This tool can be used to download data from the DCAN Labs ABCD-BIDS Collection 3165 that is hosted on the NIMH Data Archive (NDA). This dataset includes ABCD BIDS inputs and derivatives from the abcd-hcp-pipeline, fMRIPrep, and QSIPrep. All files are stored in Amazon Web Services (AWS) Simple Storage Service (S3) buckets and can only be accessed via the NDA API.
Collection 3165 is a massive dataset containing unprocessed BIDS formatted structural, functional, and difusion MRI data as well as processed data (derivatives) from the abcd-hcp-pipeline, fMRIPrep, and QSIPrep. This dataset is roughly 168TB with over 13 million files and is rapidly growing in size as more data is acquired. Due to the unusual suze if this collection the typical method of downloading data from the NDA via nda-tools has proven to be time consuming and prone to failure. As a result we are providing the community with this utility that was inspired by the nda-tools but designed specifically to download data from Collection 3165.
In the past users have been able to download data from any collection they have access to directly from S3 by using the token generator created by the NDA. This method has been deprecated and users are now required to first create a Data Package containing their desired data and then download data from their Packages using the APIs that the NDA created.

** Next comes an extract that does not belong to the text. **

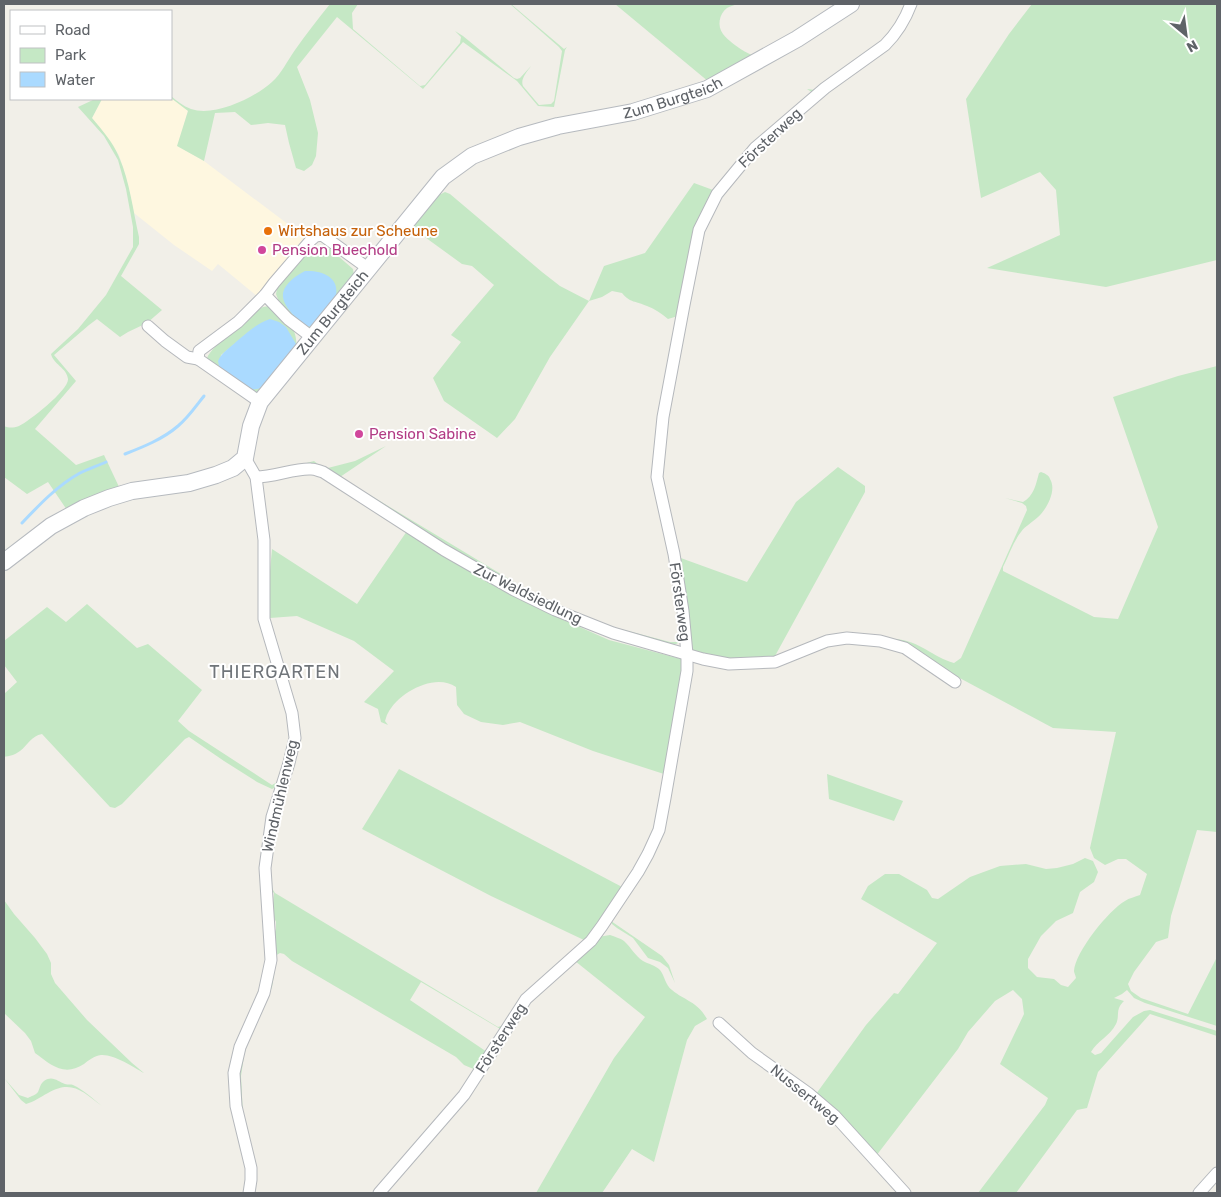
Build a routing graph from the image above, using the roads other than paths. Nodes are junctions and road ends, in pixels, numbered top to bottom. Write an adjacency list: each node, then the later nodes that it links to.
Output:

We recognize that users often want to download a subset of this collection, whether it be the BIDS input data, the functional data processed with abcd-hcp-pipeline, the diffusion processed with QSIPrep or a more specific subset of data from a particular population of subjects. To accommodate we recommend users provide a text file containing a list of data subsets and subjects
To use this downloader you must first have an NDA account and create a package containing the "DCAN Labs ABCD-BIDS MRI pipeline inputs and derivatives" collection from the NDA website:
- Navigate to the NDA websiteand login to your account.
- On the top navigation bar click "Get Data".
- On the side bar click "Data from Labs".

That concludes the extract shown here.